Data ::
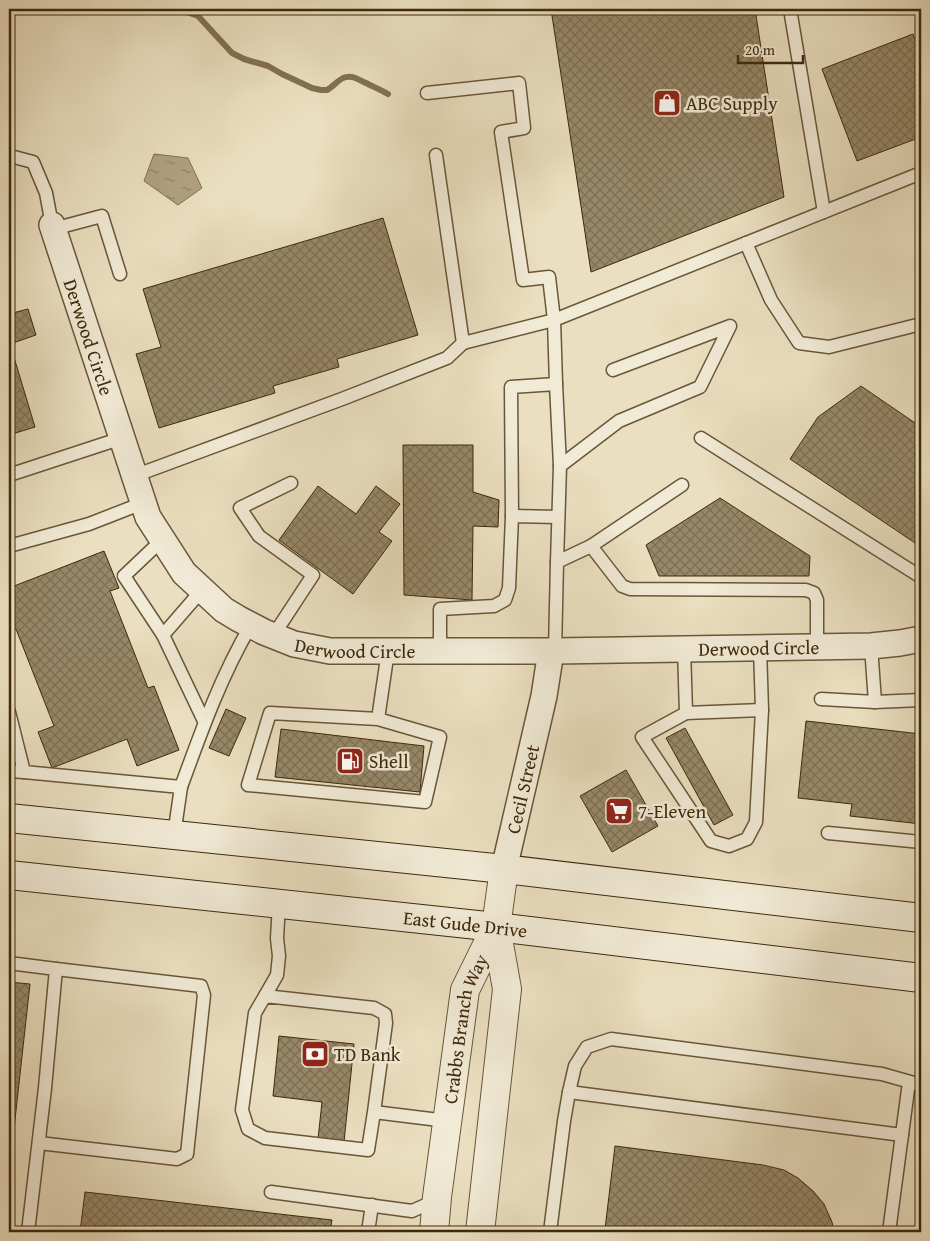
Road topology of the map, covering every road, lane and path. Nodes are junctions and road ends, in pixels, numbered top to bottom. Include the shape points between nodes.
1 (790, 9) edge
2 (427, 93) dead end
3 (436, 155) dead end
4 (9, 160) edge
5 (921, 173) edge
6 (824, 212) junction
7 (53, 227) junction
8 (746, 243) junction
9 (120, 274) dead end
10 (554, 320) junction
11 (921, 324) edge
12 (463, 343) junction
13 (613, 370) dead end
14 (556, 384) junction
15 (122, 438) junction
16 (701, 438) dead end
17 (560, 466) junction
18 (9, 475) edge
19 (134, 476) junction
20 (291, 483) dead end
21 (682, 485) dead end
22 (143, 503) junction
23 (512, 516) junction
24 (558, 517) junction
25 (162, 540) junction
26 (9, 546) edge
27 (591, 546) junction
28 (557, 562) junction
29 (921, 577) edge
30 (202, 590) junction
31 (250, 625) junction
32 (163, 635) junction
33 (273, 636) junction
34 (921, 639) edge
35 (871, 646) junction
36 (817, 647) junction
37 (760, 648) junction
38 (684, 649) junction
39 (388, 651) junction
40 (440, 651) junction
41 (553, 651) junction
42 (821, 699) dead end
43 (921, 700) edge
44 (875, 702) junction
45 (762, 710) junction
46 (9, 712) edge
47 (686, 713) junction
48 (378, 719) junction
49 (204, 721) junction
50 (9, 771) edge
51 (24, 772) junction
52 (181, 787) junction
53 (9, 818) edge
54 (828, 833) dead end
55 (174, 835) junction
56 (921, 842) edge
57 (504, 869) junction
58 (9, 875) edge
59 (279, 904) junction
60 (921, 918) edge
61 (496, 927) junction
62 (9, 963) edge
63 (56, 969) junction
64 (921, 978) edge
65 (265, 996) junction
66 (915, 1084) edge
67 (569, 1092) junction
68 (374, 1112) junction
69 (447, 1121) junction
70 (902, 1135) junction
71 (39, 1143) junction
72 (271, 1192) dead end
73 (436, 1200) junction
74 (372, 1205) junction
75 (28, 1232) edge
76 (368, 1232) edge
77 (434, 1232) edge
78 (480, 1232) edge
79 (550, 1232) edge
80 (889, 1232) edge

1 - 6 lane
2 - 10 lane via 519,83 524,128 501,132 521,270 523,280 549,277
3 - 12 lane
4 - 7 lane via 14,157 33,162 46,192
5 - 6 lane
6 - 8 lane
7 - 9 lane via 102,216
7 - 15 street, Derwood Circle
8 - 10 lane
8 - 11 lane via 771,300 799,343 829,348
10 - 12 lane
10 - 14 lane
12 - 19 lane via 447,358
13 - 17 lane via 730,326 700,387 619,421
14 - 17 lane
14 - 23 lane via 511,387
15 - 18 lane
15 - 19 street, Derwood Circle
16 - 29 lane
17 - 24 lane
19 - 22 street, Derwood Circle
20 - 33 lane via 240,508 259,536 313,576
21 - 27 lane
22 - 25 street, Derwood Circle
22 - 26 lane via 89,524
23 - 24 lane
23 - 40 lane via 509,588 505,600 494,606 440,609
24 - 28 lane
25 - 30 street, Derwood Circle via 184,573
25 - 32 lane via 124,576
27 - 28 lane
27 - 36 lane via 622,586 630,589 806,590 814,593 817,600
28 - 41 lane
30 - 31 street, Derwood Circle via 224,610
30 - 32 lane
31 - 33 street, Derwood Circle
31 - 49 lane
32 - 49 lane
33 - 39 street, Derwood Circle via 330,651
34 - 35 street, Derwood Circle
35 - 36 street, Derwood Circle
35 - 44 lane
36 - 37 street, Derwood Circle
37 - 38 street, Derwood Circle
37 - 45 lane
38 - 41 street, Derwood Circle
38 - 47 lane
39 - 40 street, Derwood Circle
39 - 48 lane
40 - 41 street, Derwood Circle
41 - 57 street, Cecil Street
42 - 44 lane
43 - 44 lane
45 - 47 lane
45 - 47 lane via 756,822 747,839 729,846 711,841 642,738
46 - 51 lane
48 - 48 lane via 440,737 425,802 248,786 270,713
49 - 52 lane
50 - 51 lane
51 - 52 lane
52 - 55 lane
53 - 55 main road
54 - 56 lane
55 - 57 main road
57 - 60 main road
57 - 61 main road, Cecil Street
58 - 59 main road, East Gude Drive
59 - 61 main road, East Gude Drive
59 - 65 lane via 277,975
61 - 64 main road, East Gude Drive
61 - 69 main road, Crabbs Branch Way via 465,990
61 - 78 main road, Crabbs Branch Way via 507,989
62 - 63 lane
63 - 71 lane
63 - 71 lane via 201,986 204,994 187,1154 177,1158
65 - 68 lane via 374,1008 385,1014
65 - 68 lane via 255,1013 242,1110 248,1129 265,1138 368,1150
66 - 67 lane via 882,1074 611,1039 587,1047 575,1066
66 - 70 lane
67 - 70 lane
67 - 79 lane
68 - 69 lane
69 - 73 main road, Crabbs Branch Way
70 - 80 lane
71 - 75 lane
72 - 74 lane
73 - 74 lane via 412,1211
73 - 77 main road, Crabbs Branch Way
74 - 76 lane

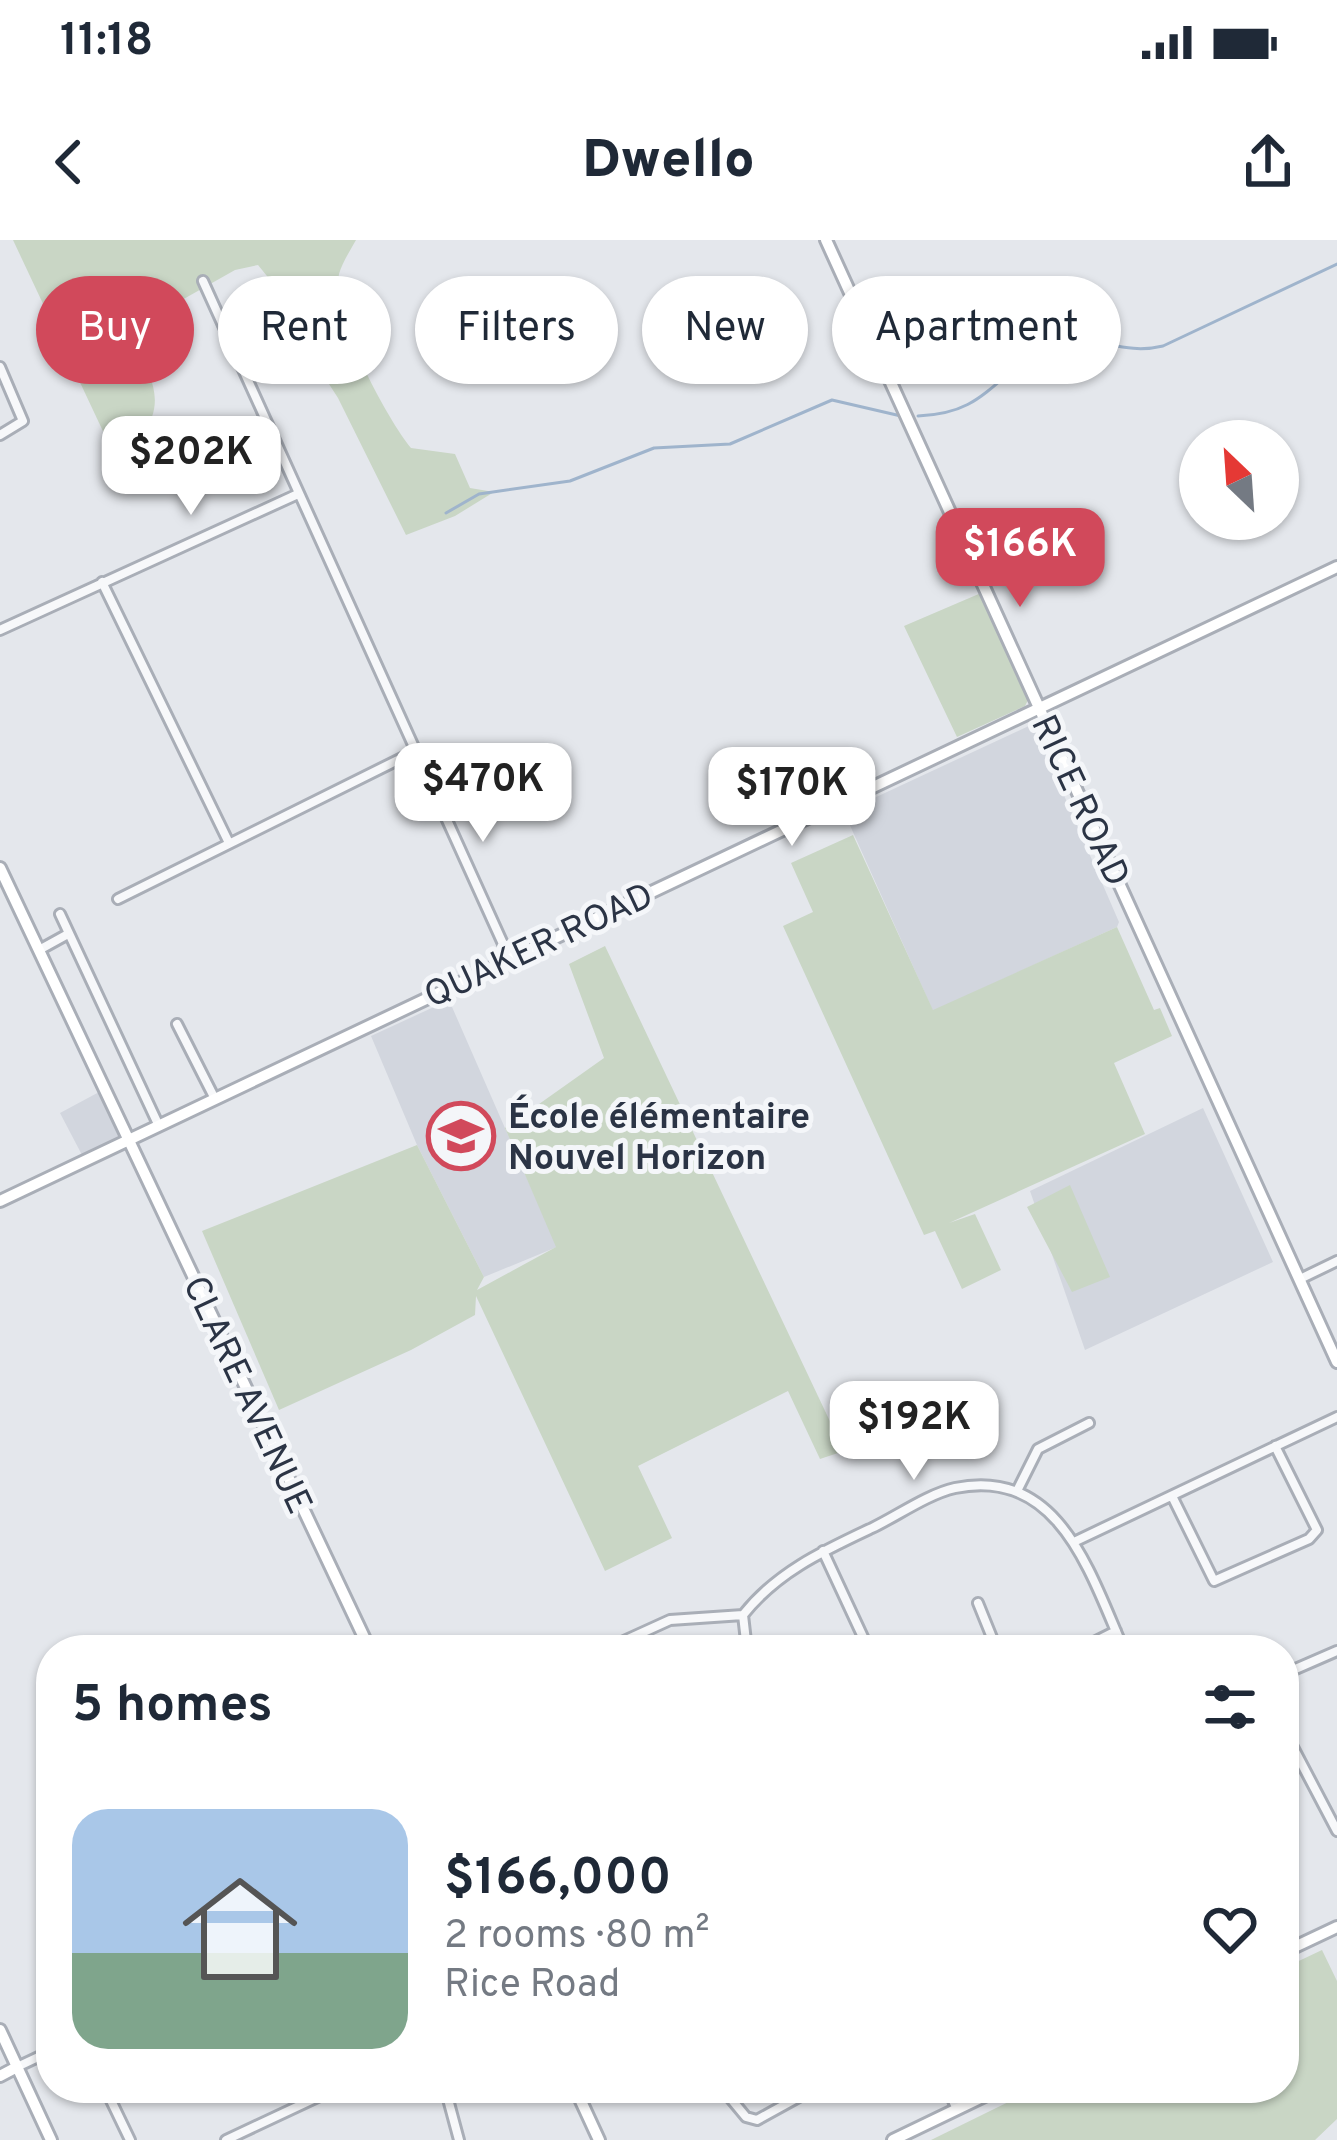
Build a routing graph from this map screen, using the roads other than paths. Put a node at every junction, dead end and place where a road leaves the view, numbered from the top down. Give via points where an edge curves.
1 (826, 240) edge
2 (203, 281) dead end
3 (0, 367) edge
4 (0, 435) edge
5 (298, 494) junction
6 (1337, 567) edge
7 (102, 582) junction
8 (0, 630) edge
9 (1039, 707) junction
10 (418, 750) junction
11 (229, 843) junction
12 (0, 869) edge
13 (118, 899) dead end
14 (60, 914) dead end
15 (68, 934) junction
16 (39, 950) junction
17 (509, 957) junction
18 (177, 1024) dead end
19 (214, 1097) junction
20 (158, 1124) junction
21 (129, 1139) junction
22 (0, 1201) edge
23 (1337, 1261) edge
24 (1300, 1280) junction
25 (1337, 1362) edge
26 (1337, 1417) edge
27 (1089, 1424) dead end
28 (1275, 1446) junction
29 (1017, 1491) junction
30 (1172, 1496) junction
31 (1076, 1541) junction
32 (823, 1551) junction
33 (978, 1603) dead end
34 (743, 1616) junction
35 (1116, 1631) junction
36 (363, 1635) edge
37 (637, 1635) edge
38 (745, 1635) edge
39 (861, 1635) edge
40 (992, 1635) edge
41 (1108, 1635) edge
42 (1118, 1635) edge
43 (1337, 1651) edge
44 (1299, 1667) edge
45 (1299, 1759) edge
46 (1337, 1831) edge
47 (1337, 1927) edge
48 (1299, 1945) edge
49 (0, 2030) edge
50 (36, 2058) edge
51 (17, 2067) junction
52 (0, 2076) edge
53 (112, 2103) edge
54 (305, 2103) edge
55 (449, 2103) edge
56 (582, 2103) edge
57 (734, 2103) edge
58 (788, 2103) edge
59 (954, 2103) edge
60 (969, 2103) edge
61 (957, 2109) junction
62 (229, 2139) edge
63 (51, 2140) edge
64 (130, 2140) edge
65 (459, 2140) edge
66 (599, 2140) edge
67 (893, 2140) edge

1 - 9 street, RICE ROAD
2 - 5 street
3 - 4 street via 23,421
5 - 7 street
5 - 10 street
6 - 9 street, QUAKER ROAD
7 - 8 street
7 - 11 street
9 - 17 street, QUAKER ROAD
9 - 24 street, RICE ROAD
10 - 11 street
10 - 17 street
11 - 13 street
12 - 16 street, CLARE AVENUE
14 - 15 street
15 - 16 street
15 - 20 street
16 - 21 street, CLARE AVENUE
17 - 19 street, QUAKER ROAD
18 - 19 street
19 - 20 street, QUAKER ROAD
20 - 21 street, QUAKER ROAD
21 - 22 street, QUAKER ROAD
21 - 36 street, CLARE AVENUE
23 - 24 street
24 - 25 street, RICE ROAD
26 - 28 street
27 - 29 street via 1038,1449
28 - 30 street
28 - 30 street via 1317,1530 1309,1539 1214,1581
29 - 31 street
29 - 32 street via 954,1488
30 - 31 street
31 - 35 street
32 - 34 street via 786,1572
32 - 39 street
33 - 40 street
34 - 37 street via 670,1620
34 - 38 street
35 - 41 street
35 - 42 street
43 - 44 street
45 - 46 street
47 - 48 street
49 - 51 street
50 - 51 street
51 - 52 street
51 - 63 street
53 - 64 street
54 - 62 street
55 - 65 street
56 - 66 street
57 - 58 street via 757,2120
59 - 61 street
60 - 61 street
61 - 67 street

Work to complete :: Tally the lines in the records above that contain the string "Crabbs" and report only the tally.

Your solution :: 4